We will snap back as an asset class, and so will the stock. But it's going to take. You got to take the black cloud over the sector. I mean, people look at these companies. They don't take the time to understand us. They look at us as a bucket. They trade off book value. This one did this. This one did that. I'm somewhat encouraged by a couple of the companies in the sector that have done well, and again, we never needed a rescue financing. We had plenty of liquidity. And Jeff has a whole list of ways to create liquidity. He's been here for a year. We didn't take off our LIBOR hedges and produce $170 million of earnings. We didn't take off our foreign exchange. We had a whole bunch of ways to create cash if we needed it.

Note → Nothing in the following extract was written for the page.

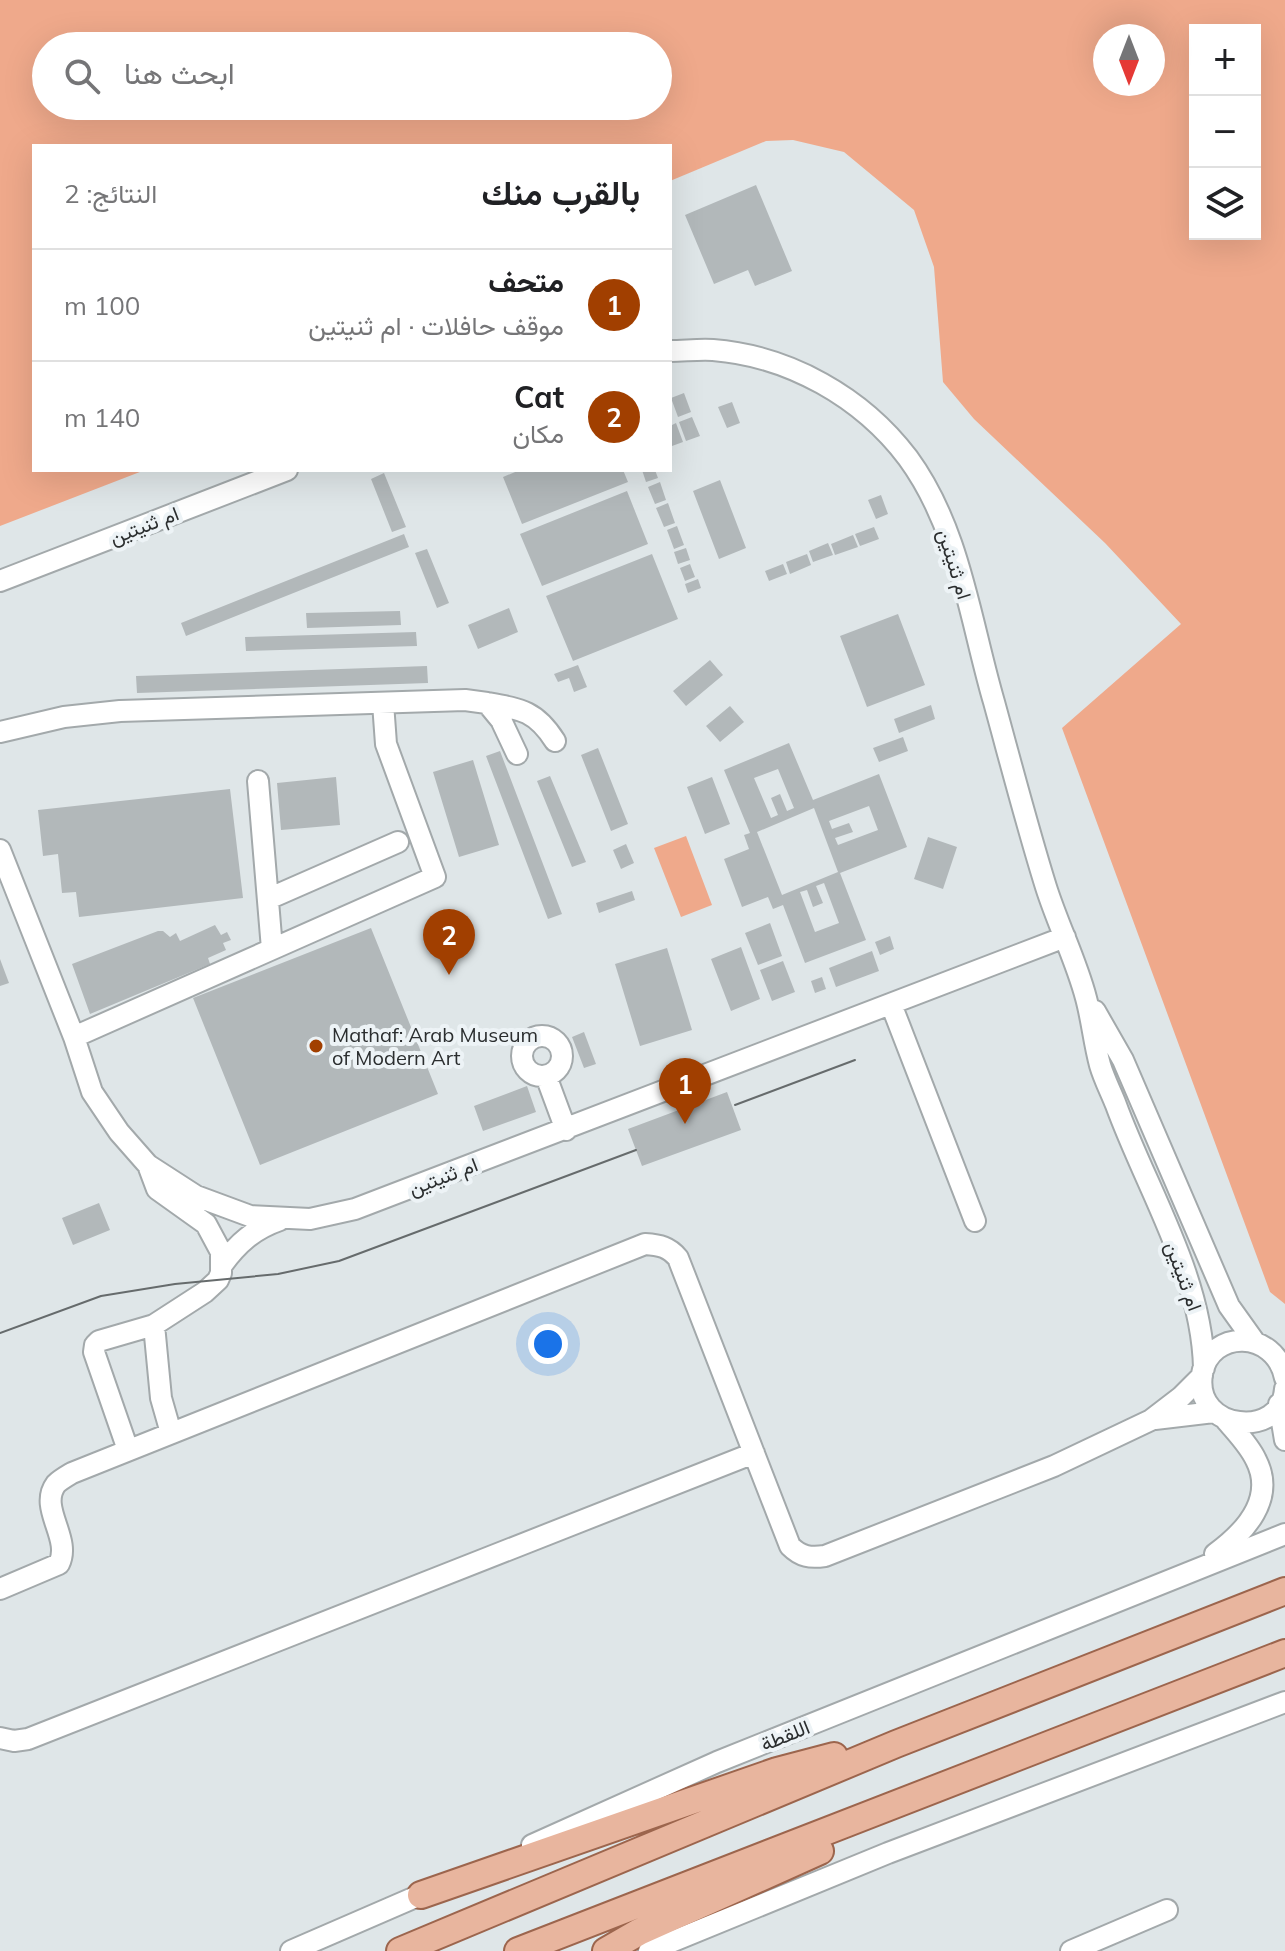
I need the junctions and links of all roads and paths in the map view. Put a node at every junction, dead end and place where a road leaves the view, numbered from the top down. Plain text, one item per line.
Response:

We never even came close to needing it. But we obviously could sell our property book at any time and didn't want to and don't want to if we don't have to. But I am concerned about this persistent valuation and the dividend. So we have stepped up and started a stock buyback of the parent company and started in this quarter. And we'll continue to look at that and other ways to deploy capital. I'd really rather grow our enterprise. And look, there are commercial mortgage REITs not paying a dividend, and they're trading at a decent percentage of book value. So I feel like a fool. But it's nice, Jack. We get nice dividends. I'm a big shareholder, so. And I'm not paying you money I'm not earning. So I mean, I'm giving you what we got.

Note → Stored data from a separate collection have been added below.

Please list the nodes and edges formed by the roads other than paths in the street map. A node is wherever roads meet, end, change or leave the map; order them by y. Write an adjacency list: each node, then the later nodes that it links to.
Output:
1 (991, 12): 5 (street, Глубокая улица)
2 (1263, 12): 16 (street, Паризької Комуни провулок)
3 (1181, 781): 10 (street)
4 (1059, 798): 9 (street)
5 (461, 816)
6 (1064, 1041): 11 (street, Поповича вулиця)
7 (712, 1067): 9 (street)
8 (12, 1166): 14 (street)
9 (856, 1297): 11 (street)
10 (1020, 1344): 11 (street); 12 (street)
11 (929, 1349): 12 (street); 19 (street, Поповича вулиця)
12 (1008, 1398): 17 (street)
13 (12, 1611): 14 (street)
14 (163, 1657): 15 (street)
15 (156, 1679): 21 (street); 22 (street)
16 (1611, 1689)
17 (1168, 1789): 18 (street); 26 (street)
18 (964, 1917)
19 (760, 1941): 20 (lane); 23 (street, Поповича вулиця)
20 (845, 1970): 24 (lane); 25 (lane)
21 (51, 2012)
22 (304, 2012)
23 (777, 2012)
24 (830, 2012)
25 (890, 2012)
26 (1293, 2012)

And we didn't know we were going to make $50 million on this CS trade.

Oops. Oops, oops, oops. Sorry about that. Rewind and erase. So I didn't think those things. That's why we have 350 people to be able to execute opportunistic trades like that. So that was not. That's gross net. It was only $28 million, as Rina Paniry said in her comments. So thanks.

Jade Rahmani (Analyst)

Okay. Can I ask another question?

Barry Sternlicht (Chairman and CEO)

Maybe. Go ahead.

Jade Rahmani (Analyst)

I'll ask anyway. I appreciate the slide 14 disclosure for commercial portfolio snapshot and then top commercial lending commitments. Can you give an update on the American Dream project, which I think was about $175 million of exposure?

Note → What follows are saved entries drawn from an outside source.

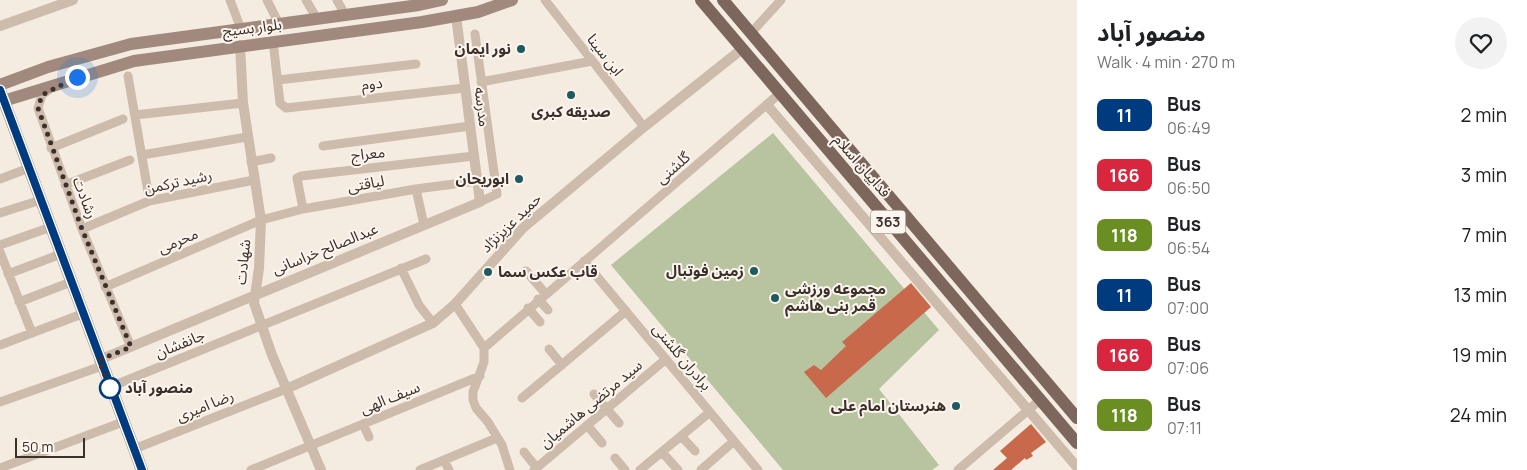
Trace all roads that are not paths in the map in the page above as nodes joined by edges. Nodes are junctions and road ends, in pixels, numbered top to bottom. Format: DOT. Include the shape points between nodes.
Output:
graph roads {
  1 [pos="73,0"];
  2 [pos="230,0"];
  3 [pos="267,0"];
  4 [pos="306,0"];
  5 [pos="337,0"];
  6 [pos="442,0"];
  7 [pos="512,0"];
  8 [pos="545,0"];
  9 [pos="700,0"];
  10 [pos="723,0"];
  11 [pos="781,0"];
  12 [pos="424,2"];
  13 [pos="345,15"];
  14 [pos="456,16"];
  15 [pos="317,19"];
  16 [pos="279,24"];
  17 [pos="0,26"];
  18 [pos="241,29"];
  19 [pos="751,33"];
  20 [pos="475,34"];
  21 [pos="273,41"];
  22 [pos="240,45"];
  23 [pos="742,50"];
  24 [pos="592,61"];
  25 [pos="416,64"];
  26 [pos="128,76"];
  27 [pos="77,77"];
  28 [pos="278,80"];
  29 [pos="482,82"];
  30 [pos="0,85"];
  31 [pos="465,88"];
  32 [pos="780,94"];
  33 [pos="2,98"];
  34 [pos="242,102"];
  35 [pos="768,105"];
  36 [pos="135,114"];
  37 [pos="122,119"];
  38 [pos="470,126"];
  39 [pos="644,127"];
  40 [pos="247,137"];
  41 [pos="323,146"];
  42 [pos="51,148"];
  43 [pos="142,156"];
  44 [pos="474,156"];
  45 [pos="271,158"];
  46 [pos="130,160"];
  47 [pos="251,162"];
  48 [pos="29,168"];
  49 [pos="0,180"];
  50 [pos="254,180"];
  51 [pos="477,181"];
  52 [pos="65,185"];
  53 [pos="416,189"];
  54 [pos="148,192"];
  55 [pos="41,200"];
  56 [pos="480,202"];
  57 [pos="303,209"];
  58 [pos="0,213"];
  59 [pos="261,220"];
  60 [pos="424,225"];
  61 [pos="51,227"];
  62 [pos="82,229"];
  63 [pos="0,245"];
  64 [pos="0,252"];
  65 [pos="61,254"];
  66 [pos="426,259"];
  67 [pos="584,261"];
  68 [pos="401,268"];
  69 [pos="526,271"];
  70 [pos="8,274"];
  71 [pos="71,282"];
  72 [pos="105,287"];
  73 [pos="254,294"];
  74 [pos="542,296"];
  75 [pos="19,302"];
  76 [pos="455,304"];
  77 [pos="528,308"];
  78 [pos="548,310"];
  79 [pos="626,311"];
  80 [pos="82,314"];
  81 [pos="540,322"];
  82 [pos="433,323"];
  83 [pos="261,326"];
  84 [pos="32,333"];
  85 [pos="0,345"];
  86 [pos="131,347"];
  87 [pos="484,348"];
  88 [pos="549,349"];
  89 [pos="666,359"];
  90 [pos="100,363"];
  91 [pos="562,365"];
  92 [pos="480,376"];
  93 [pos="110,387"];
  94 [pos="286,389"];
  95 [pos="594,394"];
  96 [pos="522,398"];
  97 [pos="1040,400"];
  98 [pos="0,402"];
  99 [pos="607,409"];
  100 [pos="1028,410"];
  101 [pos="710,412"];
  102 [pos="1077,418"];
  103 [pos="123,422"];
  104 [pos="619,423"];
  105 [pos="363,424"];
  106 [pos="587,425"];
  107 [pos="681,436"];
  108 [pos="369,437"];
  109 [pos="497,438"];
  110 [pos="734,441"];
  111 [pos="602,443"];
  112 [pos="1077,443"];
  113 [pos="311,446"];
  114 [pos="134,449"];
  115 [pos="695,451"];
  116 [pos="524,452"];
  117 [pos="662,452"];
  118 [pos="615,458"];
  119 [pos="444,460"];
  120 [pos="1077,467"];
  121 [pos="0,468"];
  122 [pos="536,469"];
  123 [pos="142,470"];
  124 [pos="251,470"];
  125 [pos="321,470"];
  126 [pos="420,470"];
  127 [pos="449,470"];
  128 [pos="510,470"];
  129 [pos="625,470"];
  130 [pos="640,470"];
  131 [pos="678,470"];
  132 [pos="701,470"];
  133 [pos="758,470"];
  134 [pos="958,470"];
  1 -- 17 [label="street"];
  2 -- 18 [label="street"];
  3 -- 16 [label="street"];
  4 -- 15 [label="street"];
  5 -- 13 [label="street"];
  6 -- 12 [label="main road, بلوار بسیج"];
  7 -- 14 [label="main road, بلوار بسیج"];
  8 -- 24 [label="street, ابن سینا"];
  9 -- 23 [label="main road, فداییان اسلام / 363"];
  10 -- 19 [label="main road, فداییان اسلام / 363"];
  11 -- 19 [label="street"];
  12 -- 13 [label="main road, بلوار بسیج"];
  13 -- 15 [label="main road, بلوار بسیج"];
  14 -- 21 [label="main road, بلوار بسیج"];
  14 -- 31 [label="street, مدرسه"];
  15 -- 16 [label="main road, بلوار بسیج"];
  16 -- 18 [label="main road, بلوار بسیج"];
  18 -- 30 [label="main road, بلوار بسیج" via="131,44 48,67"];
  19 -- 102 [label="main road, فداییان اسلام / 363"];
  20 -- 29 [label="street"];
  21 -- 22 [label="main road, بلوار بسیج"];
  21 -- 28 [label="street"];
  22 -- 27 [label="main road, بلوار بسیج" via="134,61"];
  22 -- 34 [label="street, شهادت"];
  23 -- 32 [label="main road, فداییان اسلام / 363"];
  23 -- 39 [label="street, حمید عزیزنژاد"];
  24 -- 29 [label="street"];
  24 -- 39 [label="street, ابن سینا"];
  25 -- 28 [label="street"];
  26 -- 36 [label="street"];
  27 -- 33 [label="main road, بلوار بسیج"];
  27 -- 42 [label="street, رشادت" via="50,89 39,101 38,108"];
  28 -- 31 [label="street, دوم" via="282,106 286,108"];
  29 -- 56 [label="street" via="497,194"];
  31 -- 38 [label="street, مدرسه"];
  32 -- 35 [label="street, گلشنی"];
  32 -- 97 [label="main road, فداییان اسلام / 363"];
  33 -- 48 [label="main road"];
  34 -- 36 [label="street"];
  34 -- 40 [label="street, شهادت"];
  35 -- 67 [label="street, گلشنی"];
  35 -- 100 [label="street"];
  36 -- 43 [label="street"];
  37 -- 42 [label="street"];
  38 -- 41 [label="street"];
  38 -- 44 [label="street, مدرسه"];
  39 -- 76 [label="street, حمید عزیزنژاد" via="523,228"];
  40 -- 43 [label="street"];
  40 -- 47 [label="street, شهادت"];
  42 -- 52 [label="street, رشادت"];
  43 -- 54 [label="street"];
  44 -- 51 [label="street, مدرسه"];
  44 -- 57 [label="street, معراج" via="301,176 297,183"];
  45 -- 47 [label="street"];
  46 -- 52 [label="street"];
  47 -- 50 [label="street, شهادت"];
  48 -- 49 [label="street"];
  48 -- 55 [label="main road"];
  50 -- 59 [label="street, شهادت"];
  50 -- 62 [label="street, رشید ترکمن" via="149,200"];
  51 -- 53 [label="street, لیاقتی"];
  51 -- 56 [label="street, مدرسه"];
  52 -- 62 [label="street, رشادت"];
  53 -- 57 [label="street, لیاقتی"];
  53 -- 60 [label="street"];
  55 -- 58 [label="street"];
  55 -- 61 [label="main road"];
  56 -- 60 [label="street, عبدالصالح خراسانی"];
  57 -- 59 [label="street, لیاقتی"];
  59 -- 72 [label="street, محرمی"];
  59 -- 73 [label="street, شهادت" via="259,268"];
  60 -- 73 [label="street, عبدالصالح خراسانی"];
  61 -- 63 [label="street"];
  61 -- 65 [label="main road"];
  62 -- 72 [label="street, رشادت"];
  64 -- 70 [label="street"];
  65 -- 70 [label="street"];
  65 -- 71 [label="main road"];
  66 -- 68 [label="street, جانفشان"];
  67 -- 74 [label="street, گلشنی"];
  67 -- 79 [label="street, برادران گلشنی"];
  68 -- 82 [label="street" via="419,305"];
  68 -- 83 [label="street, جانفشان"];
  69 -- 74 [label="street"];
  70 -- 75 [label="street"];
  71 -- 75 [label="street"];
  71 -- 80 [label="main road"];
  72 -- 86 [label="street, رشادت"];
  73 -- 83 [label="street, شهادت"];
  73 -- 86 [label="street, عبدالصالح خراسانی"];
  74 -- 77 [label="street, گلشنی"];
  74 -- 78 [label="street"];
  75 -- 84 [label="street"];
  76 -- 82 [label="street, حمید عزیزنژاد"];
  76 -- 87 [label="street"];
  77 -- 81 [label="street"];
  77 -- 87 [label="street, گلشنی"];
  79 -- 89 [label="street, برادران گلشنی"];
  79 -- 91 [label="street"];
  80 -- 84 [label="street"];
  80 -- 90 [label="main road"];
  82 -- 94 [label="street, حمید عزیزنژاد"];
  83 -- 93 [label="street, جانفشان"];
  83 -- 94 [label="street, شهادت"];
  84 -- 85 [label="street"];
  86 -- 90 [label="street, عبدالصالح خراسانی"];
  87 -- 92 [label="street"];
  88 -- 91 [label="street"];
  89 -- 99 [label="street, سید مرتضی هاشمیان"];
  89 -- 101 [label="street, برادران گلشنی"];
  90 -- 93 [label="main road"];
  90 -- 98 [label="street"];
  91 -- 96 [label="street"];
  92 -- 105 [label="street, سیف الهی"];
  92 -- 109 [label="street" via="473,400"];
  93 -- 103 [label="main road"];
  94 -- 113 [label="street, شهادت"];
  94 -- 114 [label="street, رضا امیری"];
  95 -- 99 [label="street"];
  97 -- 100 [label="street"];
  97 -- 112 [label="main road, فداییان اسلام / 363"];
  99 -- 104 [label="street"];
  99 -- 106 [label="street, سید مرتضی هاشمیان"];
  100 -- 120 [label="street"];
  100 -- 134 [label="street"];
  101 -- 107 [label="street"];
  101 -- 110 [label="street, برادران گلشنی"];
  103 -- 114 [label="main road"];
  103 -- 121 [label="street"];
  105 -- 108 [label="street"];
  105 -- 113 [label="street, سیف الهی"];
  106 -- 111 [label="street"];
  106 -- 122 [label="street, سید مرتضی هاشمیان"];
  107 -- 115 [label="street"];
  107 -- 117 [label="street"];
  109 -- 119 [label="street"];
  109 -- 128 [label="street"];
  110 -- 132 [label="street"];
  110 -- 133 [label="street, برادران گلشنی"];
  113 -- 124 [label="street, سیف الهی"];
  113 -- 125 [label="street, شهادت"];
  114 -- 123 [label="main road"];
  116 -- 122 [label="street"];
  117 -- 130 [label="street"];
  117 -- 131 [label="street"];
  118 -- 129 [label="street"];
  119 -- 126 [label="street"];
  119 -- 127 [label="street"];
}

Barry Sternlicht (Chairman and CEO)

I did mention it in my comments, but we'll go back and talk about what would you like to know. The assets open now, and the amusement park is kind of open. The stores are about half leased or something like that. We underwrote it to just the theme park assets, and obviously, you need COVID to pass for the theme park to get to what it needs to get. Maybe the Jets will win the game, and the parking lots will be full on Sunday, so with the Jets performing the way they are and the Giants, the Sunday traffic is down. The good news is there's lots of parking spots, so I think, as you know, that we own the first, and pari passu, one of the major money center banks, and a few others.

Our exposure is $1 billion with accruals now $1 billion, almost $1.2 billion.

Jeff Dimodica (President)

Our exposure is 175.

Barry Sternlicht (Chairman and CEO)

Our total debt at our level is $195, of which we have $175. There's almost $1 billion of debt junior to us, and then our loan is cross-collateralized with the two other Gramazian malls, Mall of America and what's the other one called?

Jade Rahmani (Analyst)

West Edmonton.

Rina Paniry (CFO)

West Edmonton Mall. So we feel very comfortable where we are. And that's all we can really say about it.

Jade Rahmani (Analyst)

Okay. Thank you.

Operator (participant)

We have reached the end of the question and answer session. I'll now turn the call over to Barry Sternlicht for closing remarks.

Barry Sternlicht (Chairman and CEO)

We just want to thank you for giving us your time. Everyone's busy. I was going to say something like maybe the right candidate, maybe your favorite candidate win, but I don't know who that is. Anyway, thank you. Of course, we're all here to answer any questions. Thank you again for your support. Have a good election.

Operator (participant)

This concludes today's conference, and you may disconnect your line at this time. Thank you for your participation.